(Collected data entries)
▽
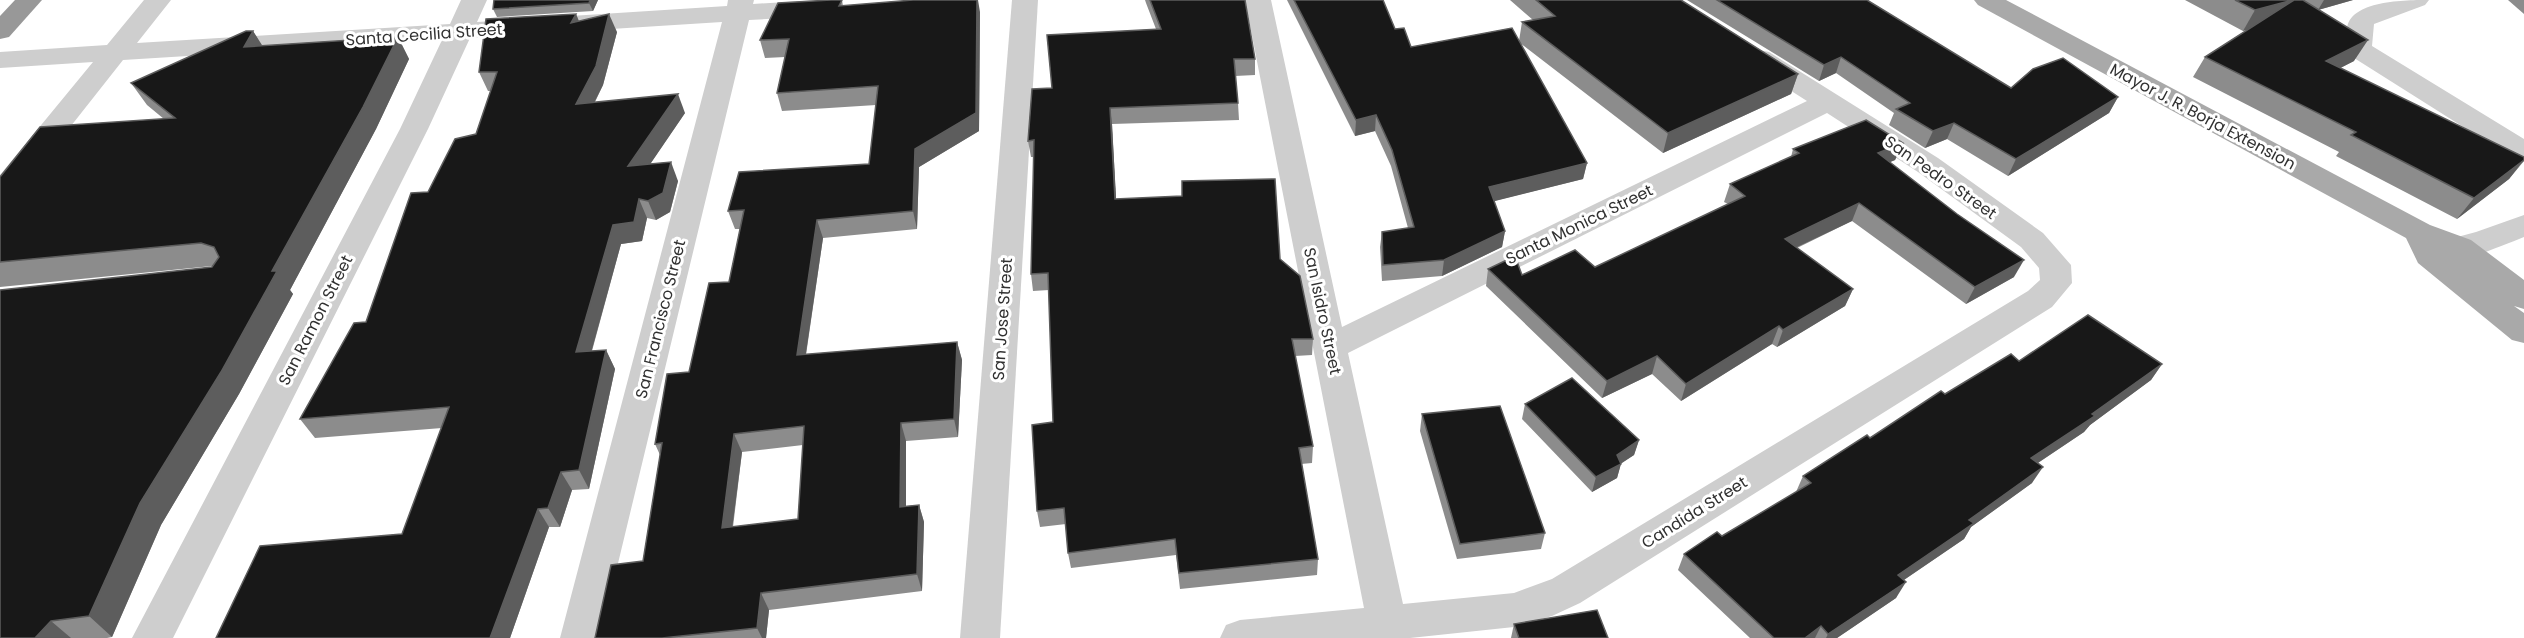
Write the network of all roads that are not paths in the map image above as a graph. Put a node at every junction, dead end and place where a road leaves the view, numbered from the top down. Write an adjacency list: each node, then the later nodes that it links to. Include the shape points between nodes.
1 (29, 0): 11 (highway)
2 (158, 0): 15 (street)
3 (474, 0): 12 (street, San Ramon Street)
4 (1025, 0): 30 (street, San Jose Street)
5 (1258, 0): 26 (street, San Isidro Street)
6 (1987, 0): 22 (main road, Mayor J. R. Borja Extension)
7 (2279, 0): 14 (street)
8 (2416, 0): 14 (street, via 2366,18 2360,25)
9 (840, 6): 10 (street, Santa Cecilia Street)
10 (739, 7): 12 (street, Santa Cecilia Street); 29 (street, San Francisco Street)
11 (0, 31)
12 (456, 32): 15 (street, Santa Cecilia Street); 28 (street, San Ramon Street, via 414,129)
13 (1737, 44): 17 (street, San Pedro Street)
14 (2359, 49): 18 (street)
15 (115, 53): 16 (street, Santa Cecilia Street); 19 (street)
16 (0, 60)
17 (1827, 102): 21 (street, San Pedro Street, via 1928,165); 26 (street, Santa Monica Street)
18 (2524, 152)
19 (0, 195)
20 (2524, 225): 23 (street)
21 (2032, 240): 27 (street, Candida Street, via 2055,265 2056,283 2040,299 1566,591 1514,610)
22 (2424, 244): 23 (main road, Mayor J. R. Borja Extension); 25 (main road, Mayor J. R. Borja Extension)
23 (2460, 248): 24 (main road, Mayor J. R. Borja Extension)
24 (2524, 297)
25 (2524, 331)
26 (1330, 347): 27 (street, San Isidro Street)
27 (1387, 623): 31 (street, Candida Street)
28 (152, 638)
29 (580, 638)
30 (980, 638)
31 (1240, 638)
△
Exercise goal - A faithful copy of every entry is needed, omitting each image.

Solution to this task -
Write the network of all roads that are not paths in the map image above as a graph. Put a node at every junction, dead end and place where a road leaves the view, numbered from the top down. Write an adjacency list: each node, then the later nodes that it links to. Include the shape points between nodes.
1 (29, 0): 11 (highway)
2 (158, 0): 15 (street)
3 (474, 0): 12 (street, San Ramon Street)
4 (1025, 0): 30 (street, San Jose Street)
5 (1258, 0): 26 (street, San Isidro Street)
6 (1987, 0): 22 (main road, Mayor J. R. Borja Extension)
7 (2279, 0): 14 (street)
8 (2416, 0): 14 (street, via 2366,18 2360,25)
9 (840, 6): 10 (street, Santa Cecilia Street)
10 (739, 7): 12 (street, Santa Cecilia Street); 29 (street, San Francisco Street)
11 (0, 31)
12 (456, 32): 15 (street, Santa Cecilia Street); 28 (street, San Ramon Street, via 414,129)
13 (1737, 44): 17 (street, San Pedro Street)
14 (2359, 49): 18 (street)
15 (115, 53): 16 (street, Santa Cecilia Street); 19 (street)
16 (0, 60)
17 (1827, 102): 21 (street, San Pedro Street, via 1928,165); 26 (street, Santa Monica Street)
18 (2524, 152)
19 (0, 195)
20 (2524, 225): 23 (street)
21 (2032, 240): 27 (street, Candida Street, via 2055,265 2056,283 2040,299 1566,591 1514,610)
22 (2424, 244): 23 (main road, Mayor J. R. Borja Extension); 25 (main road, Mayor J. R. Borja Extension)
23 (2460, 248): 24 (main road, Mayor J. R. Borja Extension)
24 (2524, 297)
25 (2524, 331)
26 (1330, 347): 27 (street, San Isidro Street)
27 (1387, 623): 31 (street, Candida Street)
28 (152, 638)
29 (580, 638)
30 (980, 638)
31 (1240, 638)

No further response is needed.